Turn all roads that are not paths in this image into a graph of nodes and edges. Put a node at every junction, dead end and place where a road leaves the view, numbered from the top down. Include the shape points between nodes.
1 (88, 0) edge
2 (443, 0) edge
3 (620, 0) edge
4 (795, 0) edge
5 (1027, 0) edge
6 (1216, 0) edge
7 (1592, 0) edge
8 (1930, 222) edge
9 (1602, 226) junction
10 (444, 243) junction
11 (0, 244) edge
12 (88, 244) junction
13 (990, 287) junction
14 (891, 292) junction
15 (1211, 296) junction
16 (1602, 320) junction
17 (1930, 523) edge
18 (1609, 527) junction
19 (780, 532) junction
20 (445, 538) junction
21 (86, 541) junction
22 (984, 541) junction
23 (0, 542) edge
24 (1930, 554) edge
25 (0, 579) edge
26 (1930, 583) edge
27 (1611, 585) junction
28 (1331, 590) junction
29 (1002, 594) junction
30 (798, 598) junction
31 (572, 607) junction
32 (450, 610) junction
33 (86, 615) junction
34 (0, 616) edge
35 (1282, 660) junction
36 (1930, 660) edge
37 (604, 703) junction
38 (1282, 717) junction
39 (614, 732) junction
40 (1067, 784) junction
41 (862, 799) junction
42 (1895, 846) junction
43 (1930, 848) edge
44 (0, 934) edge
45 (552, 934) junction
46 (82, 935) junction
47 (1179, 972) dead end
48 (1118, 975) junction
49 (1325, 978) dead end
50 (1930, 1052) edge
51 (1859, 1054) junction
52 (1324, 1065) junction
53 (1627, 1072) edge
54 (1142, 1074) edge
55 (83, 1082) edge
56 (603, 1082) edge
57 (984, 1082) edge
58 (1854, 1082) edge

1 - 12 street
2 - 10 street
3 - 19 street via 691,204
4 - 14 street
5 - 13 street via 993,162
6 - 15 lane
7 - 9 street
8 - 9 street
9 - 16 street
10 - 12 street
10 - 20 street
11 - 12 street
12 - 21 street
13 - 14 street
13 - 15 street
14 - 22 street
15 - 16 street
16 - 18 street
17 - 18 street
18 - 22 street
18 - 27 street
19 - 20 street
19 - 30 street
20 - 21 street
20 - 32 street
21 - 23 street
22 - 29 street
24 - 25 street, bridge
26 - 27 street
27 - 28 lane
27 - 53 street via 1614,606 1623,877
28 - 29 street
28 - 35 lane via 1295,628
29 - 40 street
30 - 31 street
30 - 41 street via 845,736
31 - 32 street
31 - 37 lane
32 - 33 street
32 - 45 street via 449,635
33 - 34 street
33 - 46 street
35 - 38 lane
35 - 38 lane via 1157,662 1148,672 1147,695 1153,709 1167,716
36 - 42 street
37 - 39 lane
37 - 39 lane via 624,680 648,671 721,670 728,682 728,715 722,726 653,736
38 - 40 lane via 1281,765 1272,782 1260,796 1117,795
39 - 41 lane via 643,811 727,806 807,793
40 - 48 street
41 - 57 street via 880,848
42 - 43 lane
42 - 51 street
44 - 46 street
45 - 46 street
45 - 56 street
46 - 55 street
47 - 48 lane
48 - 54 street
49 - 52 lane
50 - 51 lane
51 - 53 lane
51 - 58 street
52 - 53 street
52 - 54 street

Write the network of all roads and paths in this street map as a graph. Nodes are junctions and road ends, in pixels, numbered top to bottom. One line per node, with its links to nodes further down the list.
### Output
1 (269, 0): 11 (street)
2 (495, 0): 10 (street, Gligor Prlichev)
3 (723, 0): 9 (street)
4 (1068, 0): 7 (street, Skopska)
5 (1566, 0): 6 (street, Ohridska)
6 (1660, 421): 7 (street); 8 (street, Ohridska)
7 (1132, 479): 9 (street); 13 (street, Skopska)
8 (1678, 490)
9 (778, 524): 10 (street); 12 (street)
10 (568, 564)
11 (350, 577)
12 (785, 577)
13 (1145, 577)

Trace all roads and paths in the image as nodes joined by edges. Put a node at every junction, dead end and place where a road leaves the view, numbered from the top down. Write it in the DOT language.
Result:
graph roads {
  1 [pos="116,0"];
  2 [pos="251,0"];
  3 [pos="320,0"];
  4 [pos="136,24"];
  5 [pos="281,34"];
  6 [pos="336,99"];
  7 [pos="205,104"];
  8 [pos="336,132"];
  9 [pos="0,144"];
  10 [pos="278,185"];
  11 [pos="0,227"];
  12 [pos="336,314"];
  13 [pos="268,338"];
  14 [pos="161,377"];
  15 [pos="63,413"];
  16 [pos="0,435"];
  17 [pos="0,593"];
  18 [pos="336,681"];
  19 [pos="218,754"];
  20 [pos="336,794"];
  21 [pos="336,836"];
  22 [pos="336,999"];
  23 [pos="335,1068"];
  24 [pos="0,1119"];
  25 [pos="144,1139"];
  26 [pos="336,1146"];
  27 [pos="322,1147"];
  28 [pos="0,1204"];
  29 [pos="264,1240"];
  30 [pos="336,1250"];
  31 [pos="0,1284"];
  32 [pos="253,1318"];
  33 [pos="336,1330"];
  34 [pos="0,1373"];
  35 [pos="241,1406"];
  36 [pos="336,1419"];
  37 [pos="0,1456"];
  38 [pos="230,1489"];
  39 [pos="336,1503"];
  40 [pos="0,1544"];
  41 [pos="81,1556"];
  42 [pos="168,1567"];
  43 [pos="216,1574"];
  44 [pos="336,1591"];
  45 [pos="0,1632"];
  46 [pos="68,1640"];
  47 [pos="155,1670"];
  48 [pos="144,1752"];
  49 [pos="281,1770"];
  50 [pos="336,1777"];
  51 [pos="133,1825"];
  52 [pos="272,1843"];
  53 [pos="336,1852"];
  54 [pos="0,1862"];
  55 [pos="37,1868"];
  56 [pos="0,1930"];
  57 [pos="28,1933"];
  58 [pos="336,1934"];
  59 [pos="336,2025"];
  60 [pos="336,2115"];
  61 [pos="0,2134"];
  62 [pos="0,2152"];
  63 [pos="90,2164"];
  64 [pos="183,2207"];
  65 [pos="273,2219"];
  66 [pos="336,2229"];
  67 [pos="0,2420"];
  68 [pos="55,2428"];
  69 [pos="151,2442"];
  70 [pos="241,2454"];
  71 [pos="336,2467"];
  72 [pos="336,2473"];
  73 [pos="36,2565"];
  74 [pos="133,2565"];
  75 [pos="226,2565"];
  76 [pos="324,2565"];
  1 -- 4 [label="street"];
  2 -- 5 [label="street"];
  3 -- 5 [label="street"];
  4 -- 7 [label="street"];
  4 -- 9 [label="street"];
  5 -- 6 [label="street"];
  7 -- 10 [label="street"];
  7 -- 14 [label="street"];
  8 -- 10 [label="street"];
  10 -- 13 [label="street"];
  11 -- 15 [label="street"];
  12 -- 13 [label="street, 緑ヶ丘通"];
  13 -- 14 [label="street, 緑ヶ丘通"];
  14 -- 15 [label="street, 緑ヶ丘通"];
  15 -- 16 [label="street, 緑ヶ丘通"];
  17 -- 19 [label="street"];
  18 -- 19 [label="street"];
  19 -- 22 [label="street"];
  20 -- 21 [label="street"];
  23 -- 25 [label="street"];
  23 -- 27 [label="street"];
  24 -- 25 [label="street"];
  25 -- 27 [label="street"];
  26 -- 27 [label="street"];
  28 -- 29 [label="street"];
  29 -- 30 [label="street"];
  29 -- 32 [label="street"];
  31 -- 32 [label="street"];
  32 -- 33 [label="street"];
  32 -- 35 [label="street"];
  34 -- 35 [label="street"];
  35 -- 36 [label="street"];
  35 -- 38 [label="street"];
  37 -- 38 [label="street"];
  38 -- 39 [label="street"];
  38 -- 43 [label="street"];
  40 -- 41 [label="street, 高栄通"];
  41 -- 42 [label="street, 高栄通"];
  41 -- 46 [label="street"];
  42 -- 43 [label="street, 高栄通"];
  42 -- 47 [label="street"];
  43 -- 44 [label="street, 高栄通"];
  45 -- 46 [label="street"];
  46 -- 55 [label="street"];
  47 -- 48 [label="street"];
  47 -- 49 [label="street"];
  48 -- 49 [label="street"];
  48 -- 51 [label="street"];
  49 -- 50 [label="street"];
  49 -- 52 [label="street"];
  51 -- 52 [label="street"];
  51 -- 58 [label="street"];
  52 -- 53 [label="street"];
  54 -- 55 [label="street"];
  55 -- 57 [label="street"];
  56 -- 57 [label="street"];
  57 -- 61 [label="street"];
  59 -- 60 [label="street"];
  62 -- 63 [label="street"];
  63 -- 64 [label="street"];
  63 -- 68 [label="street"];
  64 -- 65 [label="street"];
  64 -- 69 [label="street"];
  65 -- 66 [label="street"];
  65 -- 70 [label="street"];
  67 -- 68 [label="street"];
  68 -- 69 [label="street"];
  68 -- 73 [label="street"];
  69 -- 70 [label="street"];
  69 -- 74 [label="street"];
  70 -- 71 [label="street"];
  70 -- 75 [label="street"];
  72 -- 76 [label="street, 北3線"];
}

- [Problem statement] Restate word for word only the lines above from the line containing "Write the network" to the line containing "Trace all roads", both of them included.

- [Your solution]
Write the network of all roads and paths in this street map as a graph. Nodes are junctions and road ends, in pixels, numbered top to bottom. One line per node, with its links to nodes further down the list.
### Output
1 (269, 0): 11 (street)
2 (495, 0): 10 (street, Gligor Prlichev)
3 (723, 0): 9 (street)
4 (1068, 0): 7 (street, Skopska)
5 (1566, 0): 6 (street, Ohridska)
6 (1660, 421): 7 (street); 8 (street, Ohridska)
7 (1132, 479): 9 (street); 13 (street, Skopska)
8 (1678, 490)
9 (778, 524): 10 (street); 12 (street)
10 (568, 564)
11 (350, 577)
12 (785, 577)
13 (1145, 577)

Trace all roads and paths in the image as nodes joined by edges. Put a node at every junction, dead end and place where a road leaves the view, numbered from the top down. Write it in the DOT language.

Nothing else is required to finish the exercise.